Your task is to transcribe all the entries exactly, excluding pictures.

(Dataset entries)
Content starts
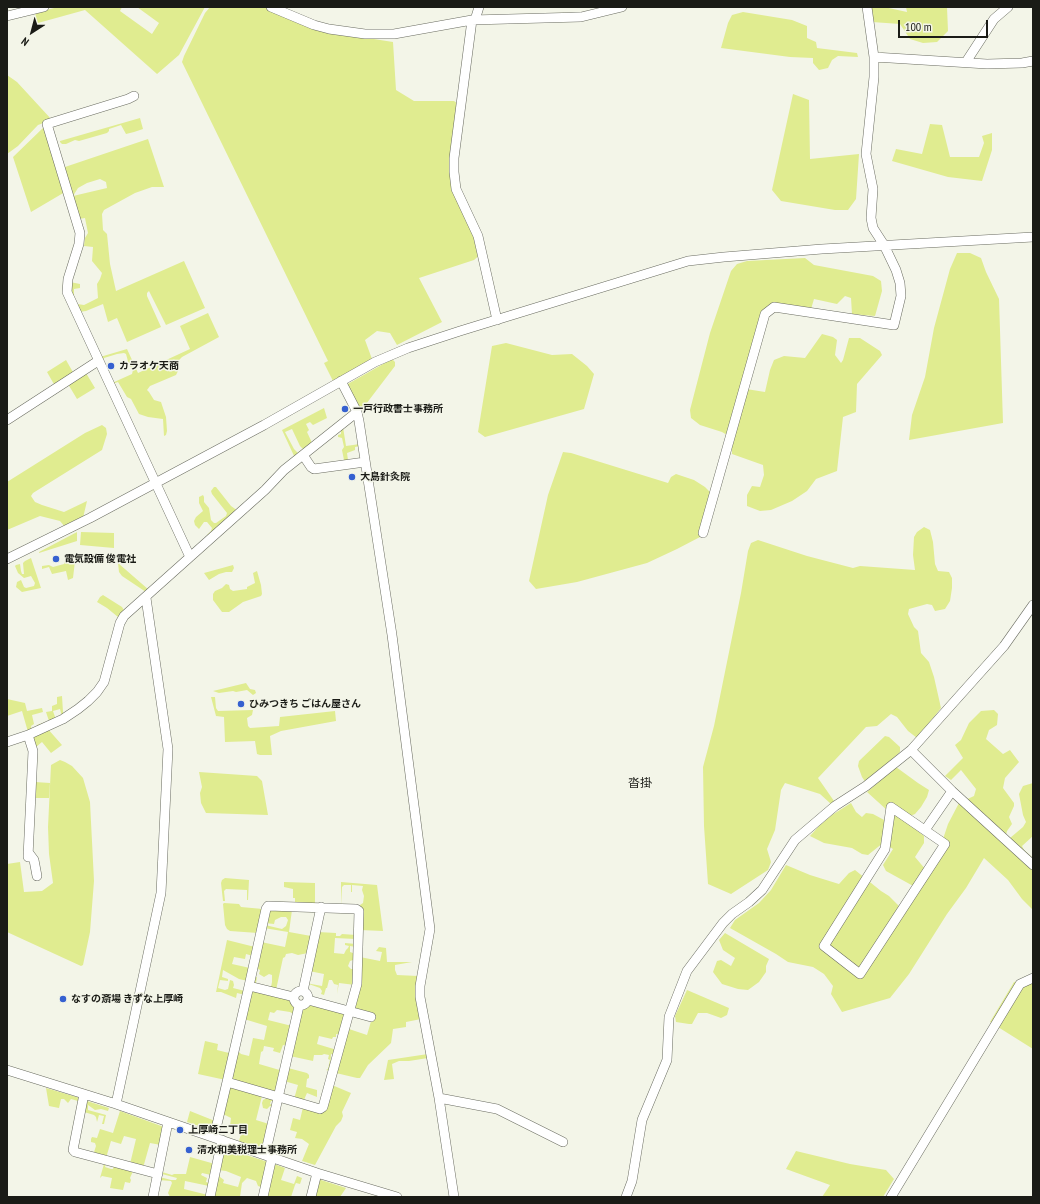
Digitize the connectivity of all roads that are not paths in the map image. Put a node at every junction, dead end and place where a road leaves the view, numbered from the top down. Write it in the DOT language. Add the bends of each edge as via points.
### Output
graph roads {
  1 [pos="44,7"];
  2 [pos="271,7"];
  3 [pos="479,7"];
  4 [pos="622,7"];
  5 [pos="867,7"];
  6 [pos="1008,7"];
  7 [pos="7,16"];
  8 [pos="474,20"];
  9 [pos="874,57"];
  10 [pos="1033,60"];
  11 [pos="966,62"];
  12 [pos="134,96"];
  13 [pos="1033,237"];
  14 [pos="884,246"];
  15 [pos="497,320"];
  16 [pos="98,361"];
  17 [pos="341,381"];
  18 [pos="357,412"];
  19 [pos="7,420"];
  20 [pos="303,456"];
  21 [pos="365,462"];
  22 [pos="155,482"];
  23 [pos="703,533"];
  24 [pos="190,558"];
  25 [pos="7,559"];
  26 [pos="146,598"];
  27 [pos="1033,604"];
  28 [pos="28,735"];
  29 [pos="7,742"];
  30 [pos="911,750"];
  31 [pos="952,791"];
  32 [pos="925,830"];
  33 [pos="1033,865"];
  34 [pos="37,876"];
  35 [pos="321,907"];
  36 [pos="1033,978"];
  37 [pos="249,986"];
  38 [pos="302,991"];
  39 [pos="294,997"];
  40 [pos="308,1000"];
  41 [pos="299,1006"];
  42 [pos="350,1011"];
  43 [pos="371,1017"];
  44 [pos="7,1070"];
  45 [pos="226,1082"];
  46 [pos="84,1094"];
  47 [pos="279,1097"];
  48 [pos="439,1098"];
  49 [pos="116,1104"];
  50 [pos="168,1122"];
  51 [pos="218,1139"];
  52 [pos="563,1142"];
  53 [pos="268,1156"];
  54 [pos="317,1173"];
  55 [pos="158,1174"];
  56 [pos="153,1197"];
  57 [pos="210,1197"];
  58 [pos="263,1197"];
  59 [pos="311,1197"];
  60 [pos="397,1197"];
  61 [pos="454,1197"];
  62 [pos="626,1197"];
  63 [pos="891,1197"];
  1 -- 7 [label="street"];
  2 -- 8 [label="street" via="314,25 365,34 394,34"];
  3 -- 8 [label="street"];
  4 -- 8 [label="street" via="581,16"];
  5 -- 9 [label="street"];
  6 -- 11 [label="street" via="994,19"];
  8 -- 15 [label="street" via="454,172 456,189 478,236"];
  9 -- 11 [label="street"];
  9 -- 14 [label="street" via="866,154 873,188 872,228"];
  10 -- 11 [label="street" via="1002,64"];
  12 -- 16 [label="street" via="47,124 80,233 67,292"];
  13 -- 14 [label="street"];
  14 -- 15 [label="street" via="688,261"];
  14 -- 23 [label="street" via="900,283 901,296 894,325 774,307 765,314"];
  15 -- 17 [label="street" via="394,353"];
  16 -- 19 [label="street"];
  16 -- 22 [label="street"];
  17 -- 18 [label="street"];
  17 -- 22 [label="street"];
  18 -- 20 [label="street"];
  18 -- 21 [label="street"];
  20 -- 21 [label="street" via="314,469"];
  20 -- 24 [label="street" via="284,470"];
  21 -- 48 [label="street" via="392,635 430,921 420,997"];
  22 -- 24 [label="street"];
  22 -- 25 [label="street"];
  24 -- 26 [label="street"];
  26 -- 28 [label="street" via="124,616 120,623 104,682 97,692 70,715"];
  26 -- 49 [label="street" via="168,749 162,886"];
  27 -- 30 [label="street" via="1004,646"];
  28 -- 29 [label="street"];
  28 -- 34 [label="street" via="33,751 28,854 34,860"];
  30 -- 31 [label="street"];
  30 -- 62 [label="street" via="866,786 835,806 795,840 762,890 732,914 687,971 669,1017 667,1060 642,1120 632,1180"];
  31 -- 32 [label="street"];
  31 -- 33 [label="street"];
  32 -- 32 [label="street" via="891,807 885,849 824,946 860,974 945,844"];
  35 -- 37 [label="street" via="268,906"];
  35 -- 38 [label="street"];
  35 -- 42 [label="street" via="359,911 358,984"];
  36 -- 63 [label="street" via="1020,984"];
  37 -- 39 [label="street"];
  37 -- 45 [label="street"];
  38 -- 39 [label="street"];
  38 -- 40 [label="street" via="307,994"];
  39 -- 41 [label="street" via="295,1003"];
  40 -- 41 [label="street"];
  40 -- 42 [label="street"];
  41 -- 47 [label="street"];
  42 -- 43 [label="street"];
  42 -- 47 [label="street" via="323,1107 320,1109"];
  44 -- 46 [label="street"];
  45 -- 47 [label="street"];
  45 -- 51 [label="street"];
  46 -- 49 [label="street"];
  46 -- 55 [label="street" via="73,1150"];
  47 -- 53 [label="street"];
  48 -- 52 [label="street" via="497,1109"];
  48 -- 61 [label="street"];
  49 -- 50 [label="street"];
  50 -- 51 [label="street"];
  50 -- 55 [label="street"];
  51 -- 53 [label="street"];
  51 -- 57 [label="street"];
  53 -- 54 [label="street"];
  53 -- 58 [label="street"];
  54 -- 59 [label="street"];
  54 -- 60 [label="street"];
  55 -- 56 [label="street"];
}
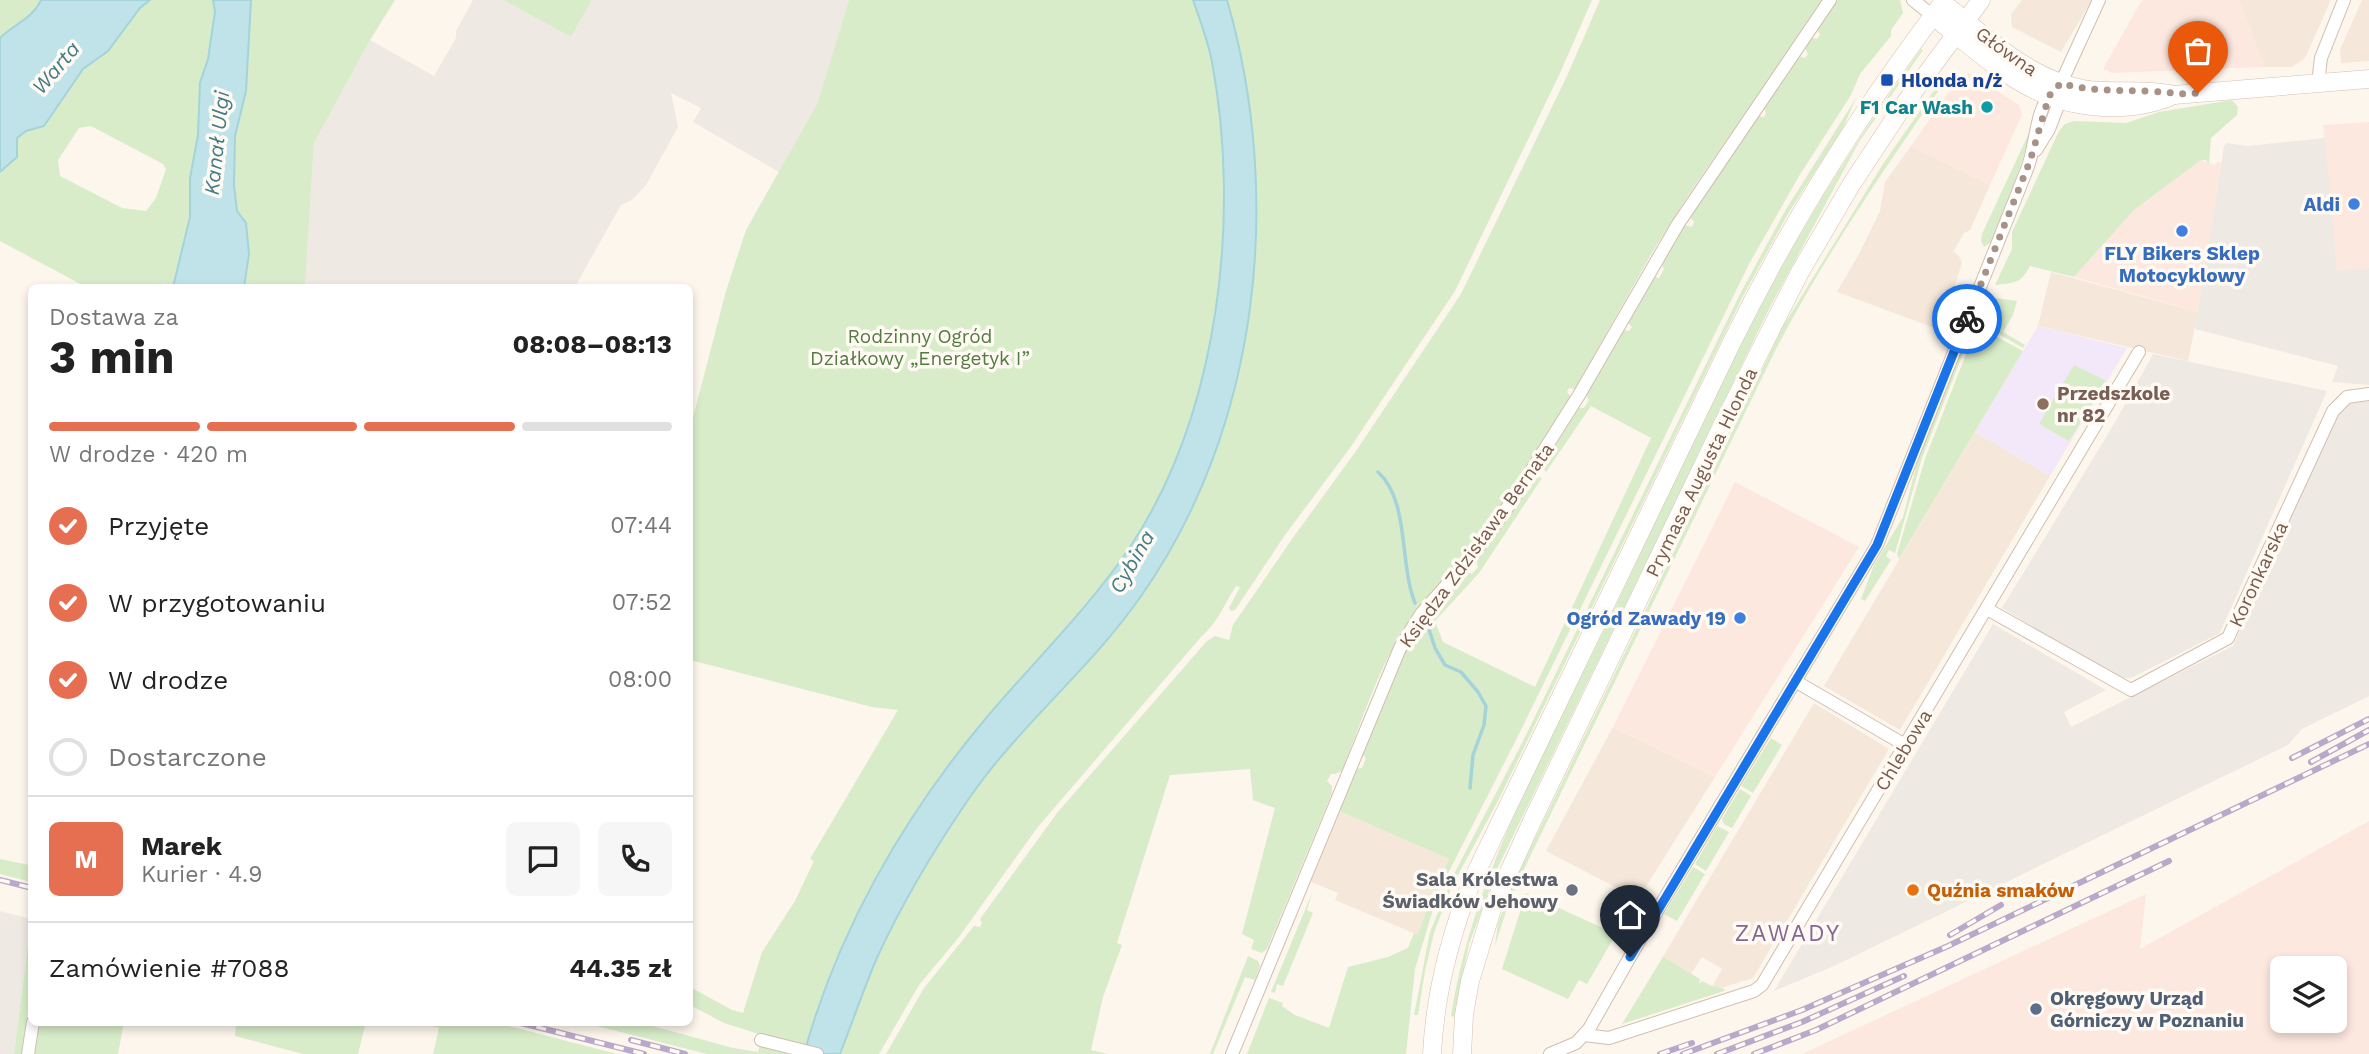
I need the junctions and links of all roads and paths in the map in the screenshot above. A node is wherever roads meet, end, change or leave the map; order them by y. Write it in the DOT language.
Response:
graph roads {
  1 [pos="1830,0"];
  2 [pos="1913,0"];
  3 [pos="1981,0"];
  4 [pos="2099,0"];
  5 [pos="2344,0"];
  6 [pos="1940,5"];
  7 [pos="1961,27"];
  8 [pos="2369,79"];
  9 [pos="2318,83"];
  10 [pos="2057,93"];
  11 [pos="2138,352"];
  12 [pos="2369,394"];
  13 [pos="1987,609"];
  14 [pos="1795,681"];
  15 [pos="1905,746"];
  16 [pos="32,1026"];
  17 [pos="1463,1026"];
  18 [pos="1584,1035"];
  19 [pos="761,1040"];
  20 [pos="28,1054"];
  21 [pos="817,1054"];
  22 [pos="1232,1054"];
  23 [pos="1432,1054"];
  24 [pos="1462,1054"];
  25 [pos="1476,1054"];
  26 [pos="1550,1054"];
  1 -- 22 [label="street, Księdza Zdzisława Bernata"];
  2 -- 6 [label="street"];
  3 -- 7 [label="main road, Prymasa Augusta Hlonda"];
  4 -- 10 [label="street"];
  5 -- 9 [label="street"];
  6 -- 7 [label="main road, Główna"];
  6 -- 23 [label="main road, Prymasa Augusta Hlonda"];
  7 -- 10 [label="main road, Główna"];
  7 -- 17 [label="main road, Prymasa Augusta Hlonda"];
  8 -- 9 [label="main road, Główna"];
  9 -- 10 [label="main road, Główna"];
  10 -- 14 [label="street"];
  11 -- 13 [label="street, Chlebowa"];
  12 -- 13 [label="street, Koronkarska"];
  13 -- 15 [label="street, Chlebowa"];
  14 -- 15 [label="street"];
  14 -- 18 [label="street"];
  15 -- 18 [label="street, Chlebowa"];
  16 -- 20 [label="street"];
  17 -- 24 [label="main road, Prymasa Augusta Hlonda"];
  17 -- 25 [label="street"];
  18 -- 26 [label="street"];
  19 -- 21 [label="street"];
}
Content ends
• [Output of the exercise]
Digitize the connectivity of all roads that are not paths in the map image. Put a node at every junction, dead end and place where a road leaves the view, numbered from the top down. Write it in the DOT language. Add the bends of each edge as via points.
### Output
graph roads {
  1 [pos="44,7"];
  2 [pos="271,7"];
  3 [pos="479,7"];
  4 [pos="622,7"];
  5 [pos="867,7"];
  6 [pos="1008,7"];
  7 [pos="7,16"];
  8 [pos="474,20"];
  9 [pos="874,57"];
  10 [pos="1033,60"];
  11 [pos="966,62"];
  12 [pos="134,96"];
  13 [pos="1033,237"];
  14 [pos="884,246"];
  15 [pos="497,320"];
  16 [pos="98,361"];
  17 [pos="341,381"];
  18 [pos="357,412"];
  19 [pos="7,420"];
  20 [pos="303,456"];
  21 [pos="365,462"];
  22 [pos="155,482"];
  23 [pos="703,533"];
  24 [pos="190,558"];
  25 [pos="7,559"];
  26 [pos="146,598"];
  27 [pos="1033,604"];
  28 [pos="28,735"];
  29 [pos="7,742"];
  30 [pos="911,750"];
  31 [pos="952,791"];
  32 [pos="925,830"];
  33 [pos="1033,865"];
  34 [pos="37,876"];
  35 [pos="321,907"];
  36 [pos="1033,978"];
  37 [pos="249,986"];
  38 [pos="302,991"];
  39 [pos="294,997"];
  40 [pos="308,1000"];
  41 [pos="299,1006"];
  42 [pos="350,1011"];
  43 [pos="371,1017"];
  44 [pos="7,1070"];
  45 [pos="226,1082"];
  46 [pos="84,1094"];
  47 [pos="279,1097"];
  48 [pos="439,1098"];
  49 [pos="116,1104"];
  50 [pos="168,1122"];
  51 [pos="218,1139"];
  52 [pos="563,1142"];
  53 [pos="268,1156"];
  54 [pos="317,1173"];
  55 [pos="158,1174"];
  56 [pos="153,1197"];
  57 [pos="210,1197"];
  58 [pos="263,1197"];
  59 [pos="311,1197"];
  60 [pos="397,1197"];
  61 [pos="454,1197"];
  62 [pos="626,1197"];
  63 [pos="891,1197"];
  1 -- 7 [label="street"];
  2 -- 8 [label="street" via="314,25 365,34 394,34"];
  3 -- 8 [label="street"];
  4 -- 8 [label="street" via="581,16"];
  5 -- 9 [label="street"];
  6 -- 11 [label="street" via="994,19"];
  8 -- 15 [label="street" via="454,172 456,189 478,236"];
  9 -- 11 [label="street"];
  9 -- 14 [label="street" via="866,154 873,188 872,228"];
  10 -- 11 [label="street" via="1002,64"];
  12 -- 16 [label="street" via="47,124 80,233 67,292"];
  13 -- 14 [label="street"];
  14 -- 15 [label="street" via="688,261"];
  14 -- 23 [label="street" via="900,283 901,296 894,325 774,307 765,314"];
  15 -- 17 [label="street" via="394,353"];
  16 -- 19 [label="street"];
  16 -- 22 [label="street"];
  17 -- 18 [label="street"];
  17 -- 22 [label="street"];
  18 -- 20 [label="street"];
  18 -- 21 [label="street"];
  20 -- 21 [label="street" via="314,469"];
  20 -- 24 [label="street" via="284,470"];
  21 -- 48 [label="street" via="392,635 430,921 420,997"];
  22 -- 24 [label="street"];
  22 -- 25 [label="street"];
  24 -- 26 [label="street"];
  26 -- 28 [label="street" via="124,616 120,623 104,682 97,692 70,715"];
  26 -- 49 [label="street" via="168,749 162,886"];
  27 -- 30 [label="street" via="1004,646"];
  28 -- 29 [label="street"];
  28 -- 34 [label="street" via="33,751 28,854 34,860"];
  30 -- 31 [label="street"];
  30 -- 62 [label="street" via="866,786 835,806 795,840 762,890 732,914 687,971 669,1017 667,1060 642,1120 632,1180"];
  31 -- 32 [label="street"];
  31 -- 33 [label="street"];
  32 -- 32 [label="street" via="891,807 885,849 824,946 860,974 945,844"];
  35 -- 37 [label="street" via="268,906"];
  35 -- 38 [label="street"];
  35 -- 42 [label="street" via="359,911 358,984"];
  36 -- 63 [label="street" via="1020,984"];
  37 -- 39 [label="street"];
  37 -- 45 [label="street"];
  38 -- 39 [label="street"];
  38 -- 40 [label="street" via="307,994"];
  39 -- 41 [label="street" via="295,1003"];
  40 -- 41 [label="street"];
  40 -- 42 [label="street"];
  41 -- 47 [label="street"];
  42 -- 43 [label="street"];
  42 -- 47 [label="street" via="323,1107 320,1109"];
  44 -- 46 [label="street"];
  45 -- 47 [label="street"];
  45 -- 51 [label="street"];
  46 -- 49 [label="street"];
  46 -- 55 [label="street" via="73,1150"];
  47 -- 53 [label="street"];
  48 -- 52 [label="street" via="497,1109"];
  48 -- 61 [label="street"];
  49 -- 50 [label="street"];
  50 -- 51 [label="street"];
  50 -- 55 [label="street"];
  51 -- 53 [label="street"];
  51 -- 57 [label="street"];
  53 -- 54 [label="street"];
  53 -- 58 [label="street"];
  54 -- 59 [label="street"];
  54 -- 60 [label="street"];
  55 -- 56 [label="street"];
}
I need the junctions and links of all roads and paths in the map in the screenshot above. A node is wherever roads meet, end, change or leave the map; order them by y. Write it in the DOT language.
Response:
graph roads {
  1 [pos="1830,0"];
  2 [pos="1913,0"];
  3 [pos="1981,0"];
  4 [pos="2099,0"];
  5 [pos="2344,0"];
  6 [pos="1940,5"];
  7 [pos="1961,27"];
  8 [pos="2369,79"];
  9 [pos="2318,83"];
  10 [pos="2057,93"];
  11 [pos="2138,352"];
  12 [pos="2369,394"];
  13 [pos="1987,609"];
  14 [pos="1795,681"];
  15 [pos="1905,746"];
  16 [pos="32,1026"];
  17 [pos="1463,1026"];
  18 [pos="1584,1035"];
  19 [pos="761,1040"];
  20 [pos="28,1054"];
  21 [pos="817,1054"];
  22 [pos="1232,1054"];
  23 [pos="1432,1054"];
  24 [pos="1462,1054"];
  25 [pos="1476,1054"];
  26 [pos="1550,1054"];
  1 -- 22 [label="street, Księdza Zdzisława Bernata"];
  2 -- 6 [label="street"];
  3 -- 7 [label="main road, Prymasa Augusta Hlonda"];
  4 -- 10 [label="street"];
  5 -- 9 [label="street"];
  6 -- 7 [label="main road, Główna"];
  6 -- 23 [label="main road, Prymasa Augusta Hlonda"];
  7 -- 10 [label="main road, Główna"];
  7 -- 17 [label="main road, Prymasa Augusta Hlonda"];
  8 -- 9 [label="main road, Główna"];
  9 -- 10 [label="main road, Główna"];
  10 -- 14 [label="street"];
  11 -- 13 [label="street, Chlebowa"];
  12 -- 13 [label="street, Koronkarska"];
  13 -- 15 [label="street, Chlebowa"];
  14 -- 15 [label="street"];
  14 -- 18 [label="street"];
  15 -- 18 [label="street, Chlebowa"];
  16 -- 20 [label="street"];
  17 -- 24 [label="main road, Prymasa Augusta Hlonda"];
  17 -- 25 [label="street"];
  18 -- 26 [label="street"];
  19 -- 21 [label="street"];
}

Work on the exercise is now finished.